Nun wird der eine oder andere argumentieren, dass es irgendwie nachvollziehbar sei, dass Menschen, die ohne einen Betreuer keine rechtlich relevanten Entscheidungen mehr treffen können, aus „Schutzgründen“ auch vom Wahlrecht ausgeschlossen werden. Dazu Bartke in seinem Beitrag: Es »lässt sich durchaus argumentieren, dass jemand, der zwar keine Kaufverträge mehr abschließen darf, trotzdem noch wählen können sollte. Durch die Wahl entsteht ihm kein Vermögensnachteil.« Aber vielleicht der Gesellschaft, wenn jemand wählen darf (und dann noch mit einer notwendigen Assistenz), der sich möglicherweise gar nicht bewusst darüber ist, was er da tut oder machen soll? Eine gefährliche Argumentationslinie – wo ist die Grenze, die man ziehen muss zwischen noch zurechnungsfähig und nicht mehr?

Nun könnte man sich auf eine allgemeine menschenrechtliche Ebene zurückziehen und darauf hinweisen, dass seit 2009 die UN-Behindertenrechtskonvention geltendes Recht ist in Deutschland. Der Artikel 29 der Konvention garantiert Menschen mit Behinderungen ihre politischen Rechte und die Möglichkeit, diese gleichberechtigt mit anderen beanspruchen zu können. Gleichzeitig verpflichtet die Konvention die Vertragsstaaten, Menschen mit Behinderungen im Bedarfsfall und auf Wunsch zu erlauben, sich durch eine Person ihrer Wahl bei der Stimmabgabe unterstützen zu lassen.

Rund die Hälfte der 28 EU-Staaten handhabt das Wahlrecht für Behinderte lockerer. Entweder dürfen dort ausnahmslos alle Bürger wählen, zum Beispiel in Finnland, Irland oder den Niederlanden. Oder das Wahlrecht kann nur entzogen werden, wenn ein Richter dies individuell entscheidet.

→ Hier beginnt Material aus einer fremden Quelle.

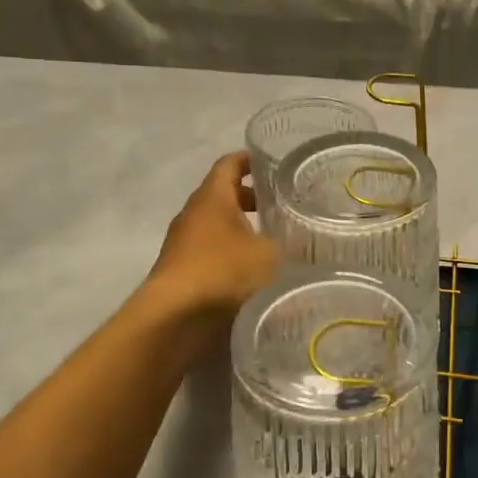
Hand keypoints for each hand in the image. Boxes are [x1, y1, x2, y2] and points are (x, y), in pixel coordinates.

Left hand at [147, 151, 278, 319]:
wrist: (173, 318)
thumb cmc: (222, 272)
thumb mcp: (269, 255)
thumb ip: (288, 244)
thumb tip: (304, 242)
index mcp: (212, 197)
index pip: (229, 164)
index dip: (250, 159)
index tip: (272, 162)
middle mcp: (193, 214)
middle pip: (223, 195)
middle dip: (252, 198)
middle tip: (282, 205)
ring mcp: (183, 244)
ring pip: (217, 226)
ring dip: (242, 229)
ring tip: (273, 240)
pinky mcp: (182, 271)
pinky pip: (211, 251)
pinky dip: (232, 253)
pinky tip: (253, 271)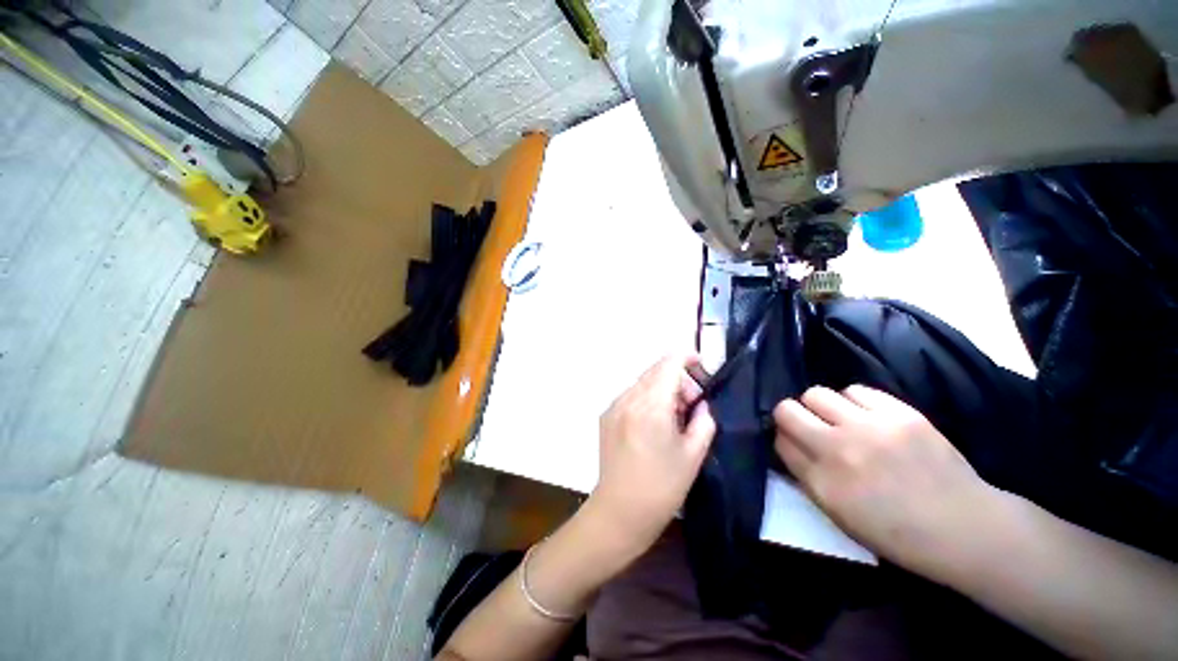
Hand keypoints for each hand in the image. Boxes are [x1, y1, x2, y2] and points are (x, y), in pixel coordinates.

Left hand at [589, 355, 716, 555]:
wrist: (620, 511)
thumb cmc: (662, 487)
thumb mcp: (693, 454)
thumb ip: (703, 421)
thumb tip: (700, 405)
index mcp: (652, 405)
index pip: (669, 363)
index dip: (687, 357)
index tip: (701, 365)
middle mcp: (629, 398)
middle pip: (655, 370)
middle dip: (677, 377)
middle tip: (692, 403)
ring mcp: (614, 406)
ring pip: (643, 382)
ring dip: (662, 388)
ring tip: (673, 416)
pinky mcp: (606, 416)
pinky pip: (631, 395)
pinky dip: (647, 398)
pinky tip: (653, 423)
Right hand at [773, 385, 1000, 576]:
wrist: (964, 528)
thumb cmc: (897, 532)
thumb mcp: (839, 515)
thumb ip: (807, 477)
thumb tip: (790, 446)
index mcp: (822, 482)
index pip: (780, 441)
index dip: (784, 440)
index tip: (795, 443)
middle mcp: (838, 449)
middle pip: (787, 410)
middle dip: (790, 416)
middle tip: (809, 426)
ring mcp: (870, 427)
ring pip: (817, 394)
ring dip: (821, 406)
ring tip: (840, 419)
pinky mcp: (899, 413)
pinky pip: (856, 390)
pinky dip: (853, 400)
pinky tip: (866, 416)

Aber bei vielen wird eine Grundskepsis bleiben.

Versuchen wir es mit einem konkreten Fall, den man diesem Artikel von Heike Klovert entnehmen kann: Warum Pascal K., 22, erstmals wählen darf:

»Pascal K., 22, aus Dortmund kennt die CDU, die SPD und die Grünen. Er weiß auch, wer Angela Merkel und Sigmar Gabriel sind … Die Besonderheit: Pascal K. ist geistig behindert und hat eine Betreuung „in allen Angelegenheiten“. Das heißt, ihm wurde die Verantwortung für alle Bereiche des Lebens abgenommen … Menschen wie Pascal K. durften bisher auch nicht wählen. Sie waren in allen Bundesländern und auf Bundesebene vom Wahlrecht ausgeschlossen. Die Begründung: Menschen mit sogenannter Totalbetreuung können nicht selbst entscheiden, wen sie wählen wollen – und lassen sich deshalb leicht manipulieren … Sein Fall zeigt, warum Menschen mit Totalbetreuung nicht zwangsläufig total unselbstständig sind. Pascal K. hat eine schwere Sprachstörung. Er wollte sich nicht von seinen Eltern betreuen lassen und wünschte sich stattdessen eine gesetzliche Betreuung. Aber nicht in allen Angelegenheiten.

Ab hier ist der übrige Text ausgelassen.